**REQUIRED WORK:**
Could you please retype all of the records exactly, skipping any pictures?

==== DATASET RECORDS ====

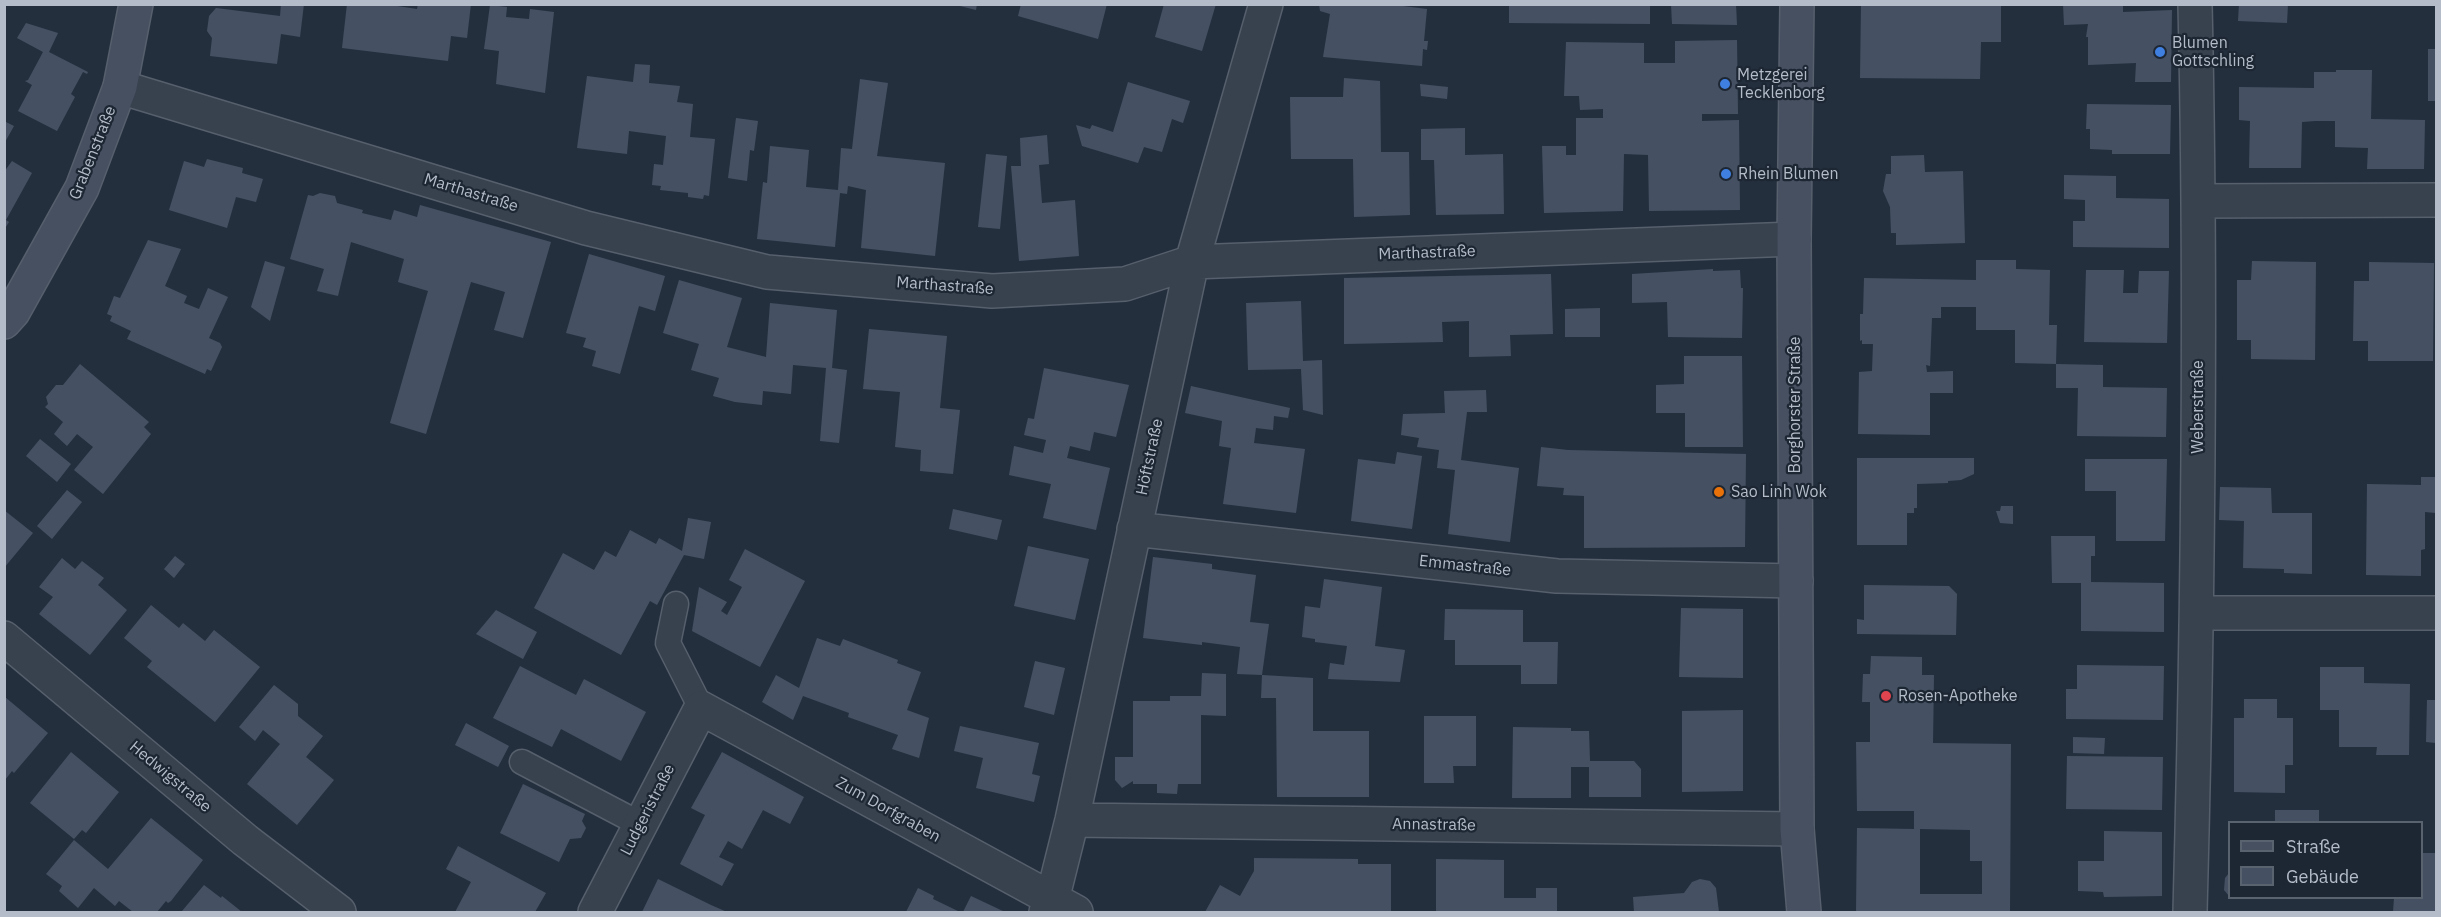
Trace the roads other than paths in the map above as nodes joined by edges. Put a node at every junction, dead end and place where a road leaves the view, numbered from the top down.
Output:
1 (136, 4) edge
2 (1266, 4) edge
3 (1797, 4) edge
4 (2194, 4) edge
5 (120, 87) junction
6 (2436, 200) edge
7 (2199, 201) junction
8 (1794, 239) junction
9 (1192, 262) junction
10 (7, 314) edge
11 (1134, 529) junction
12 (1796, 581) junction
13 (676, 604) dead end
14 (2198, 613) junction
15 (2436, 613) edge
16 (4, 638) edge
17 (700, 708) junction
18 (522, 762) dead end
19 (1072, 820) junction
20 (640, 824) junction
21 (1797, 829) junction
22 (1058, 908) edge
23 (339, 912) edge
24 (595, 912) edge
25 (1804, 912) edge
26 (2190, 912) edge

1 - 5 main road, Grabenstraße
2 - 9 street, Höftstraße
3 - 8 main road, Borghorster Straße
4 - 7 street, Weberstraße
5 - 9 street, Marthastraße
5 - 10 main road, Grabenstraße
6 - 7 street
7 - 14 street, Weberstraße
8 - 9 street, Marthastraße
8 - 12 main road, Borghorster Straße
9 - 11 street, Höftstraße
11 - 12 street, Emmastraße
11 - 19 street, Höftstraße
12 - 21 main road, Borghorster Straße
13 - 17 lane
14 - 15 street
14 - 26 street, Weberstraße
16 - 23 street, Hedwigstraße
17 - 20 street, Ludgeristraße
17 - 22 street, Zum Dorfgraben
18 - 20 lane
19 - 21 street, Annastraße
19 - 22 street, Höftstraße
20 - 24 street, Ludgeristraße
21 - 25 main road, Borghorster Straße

====

**RESULT:**
Trace the roads other than paths in the map above as nodes joined by edges. Put a node at every junction, dead end and place where a road leaves the view, numbered from the top down.
Output:
1 (136, 4) edge
2 (1266, 4) edge
3 (1797, 4) edge
4 (2194, 4) edge
5 (120, 87) junction
6 (2436, 200) edge
7 (2199, 201) junction
8 (1794, 239) junction
9 (1192, 262) junction
10 (7, 314) edge
11 (1134, 529) junction
12 (1796, 581) junction
13 (676, 604) dead end
14 (2198, 613) junction
15 (2436, 613) edge
16 (4, 638) edge
17 (700, 708) junction
18 (522, 762) dead end
19 (1072, 820) junction
20 (640, 824) junction
21 (1797, 829) junction
22 (1058, 908) edge
23 (339, 912) edge
24 (595, 912) edge
25 (1804, 912) edge
26 (2190, 912) edge

1 - 5 main road, Grabenstraße
2 - 9 street, Höftstraße
3 - 8 main road, Borghorster Straße
4 - 7 street, Weberstraße
5 - 9 street, Marthastraße
5 - 10 main road, Grabenstraße
6 - 7 street
7 - 14 street, Weberstraße
8 - 9 street, Marthastraße
8 - 12 main road, Borghorster Straße
9 - 11 street, Höftstraße
11 - 12 street, Emmastraße
11 - 19 street, Höftstraße
12 - 21 main road, Borghorster Straße
13 - 17 lane
14 - 15 street
14 - 26 street, Weberstraße
16 - 23 street, Hedwigstraße
17 - 20 street, Ludgeristraße
17 - 22 street, Zum Dorfgraben
18 - 20 lane
19 - 21 street, Annastraße
19 - 22 street, Höftstraße
20 - 24 street, Ludgeristraße
21 - 25 main road, Borghorster Straße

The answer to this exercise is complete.